Information catalog process starts with defining enterprise standards around tagging, data domains, business context, data owners and glossary.
Data catalog solution enables companies to build catalog from various data sources like Relational databases, Hadoop, File systems etc. It indexes data, extracts information and adds a metadata information layer to build a rich information catalog.
Data catalog solution allows easy discovery of data. Using intuitive UI an analyst can register data source and discover data sets.
InsightLake automatically profiles the data and links it with appropriate data domain hierarchies. It also classifies data using various tags. It uses machine learning and semantic topic models to do data classifications.

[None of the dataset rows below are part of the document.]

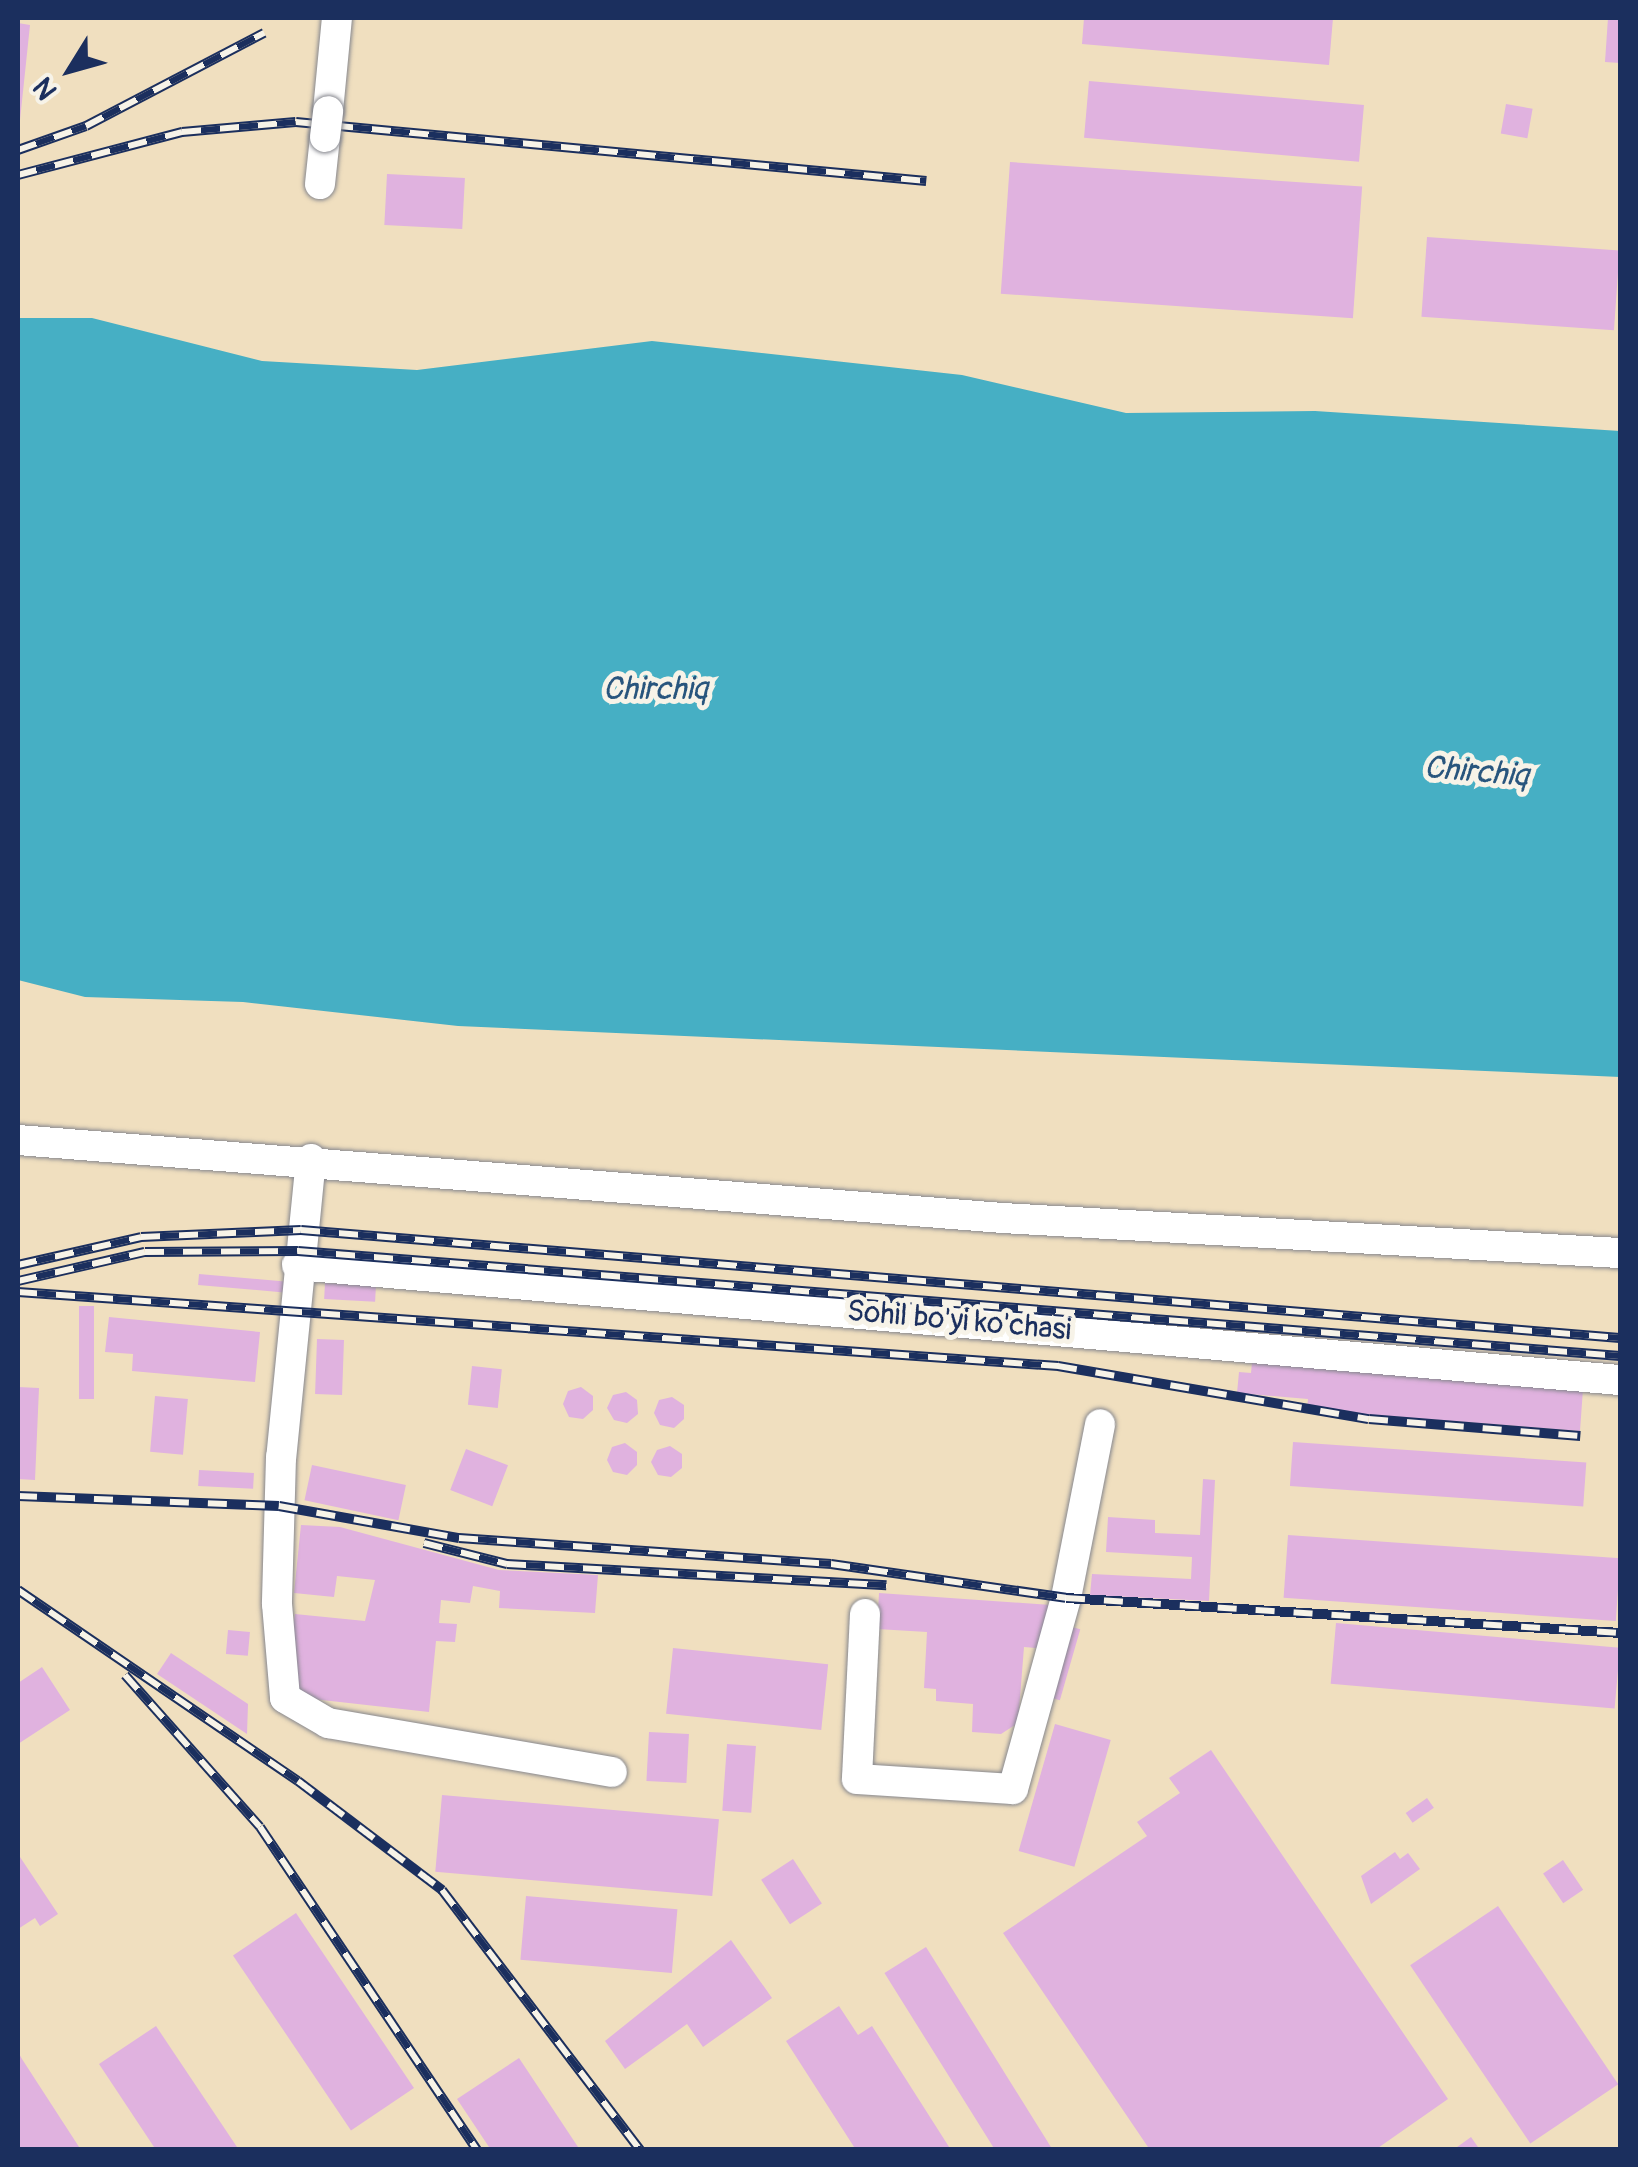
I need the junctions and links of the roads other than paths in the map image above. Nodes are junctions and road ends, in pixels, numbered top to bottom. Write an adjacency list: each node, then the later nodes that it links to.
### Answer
1 (337, 22): 2 (street)
2 (320, 184)
3 (18, 1140): 4 (street)
4 (312, 1159): 5 (street); 6 (street)
5 (1620, 1253)
6 (297, 1265): 7 (street, Sohil bo'yi ko'chasi); 10 (street)
7 (1620, 1380)
8 (1100, 1424): 9 (street)
9 (865, 1614)
10 (612, 1772)

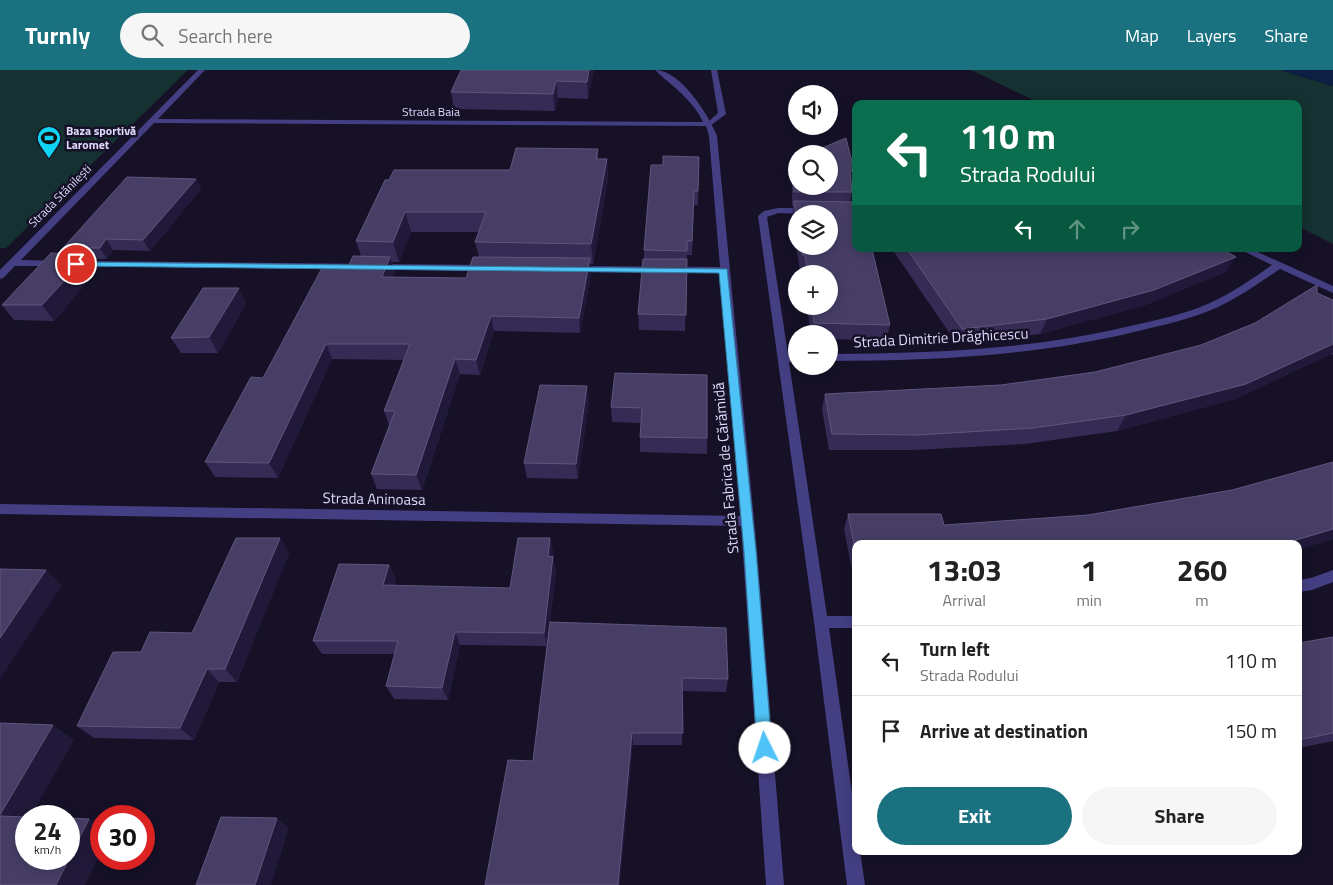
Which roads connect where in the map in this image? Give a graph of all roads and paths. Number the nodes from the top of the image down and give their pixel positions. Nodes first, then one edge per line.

Data can come from various sources but some may be linked. InsightLake profiles the data sets and discovers the relationship between them. It shows linked data sets in the search results.
InsightLake stores data catalog in Lucene based search stores like Elastic Search or SOLR. Audit logs for the catalog changes are also stored for compliance.
InsightLake enables governance by allowing teams to follow approval process, by capturing data lineage and ensuring appropriate data usage for sensitive data. Solution integrates with Cloudera Navigator and Hortonworks Atlas for data lineage. Simple UI enables data stewards and business analysts to manage rules, roles and data access. Sensitive data is automatically tagged and access policies are defined.
InsightLake allows business and data stewards to validate, approve and curate information about data. Easy to use approval process establishes governed process to build trust and consistency about data.
Easy to use search UI allows exploration of data catalog using keywords and tags. It also allows filtering based on various facets or data hierarchies. It enables external applications to use REST APIs for catalog exploration. It allows teams to collaborate and enrich information about data.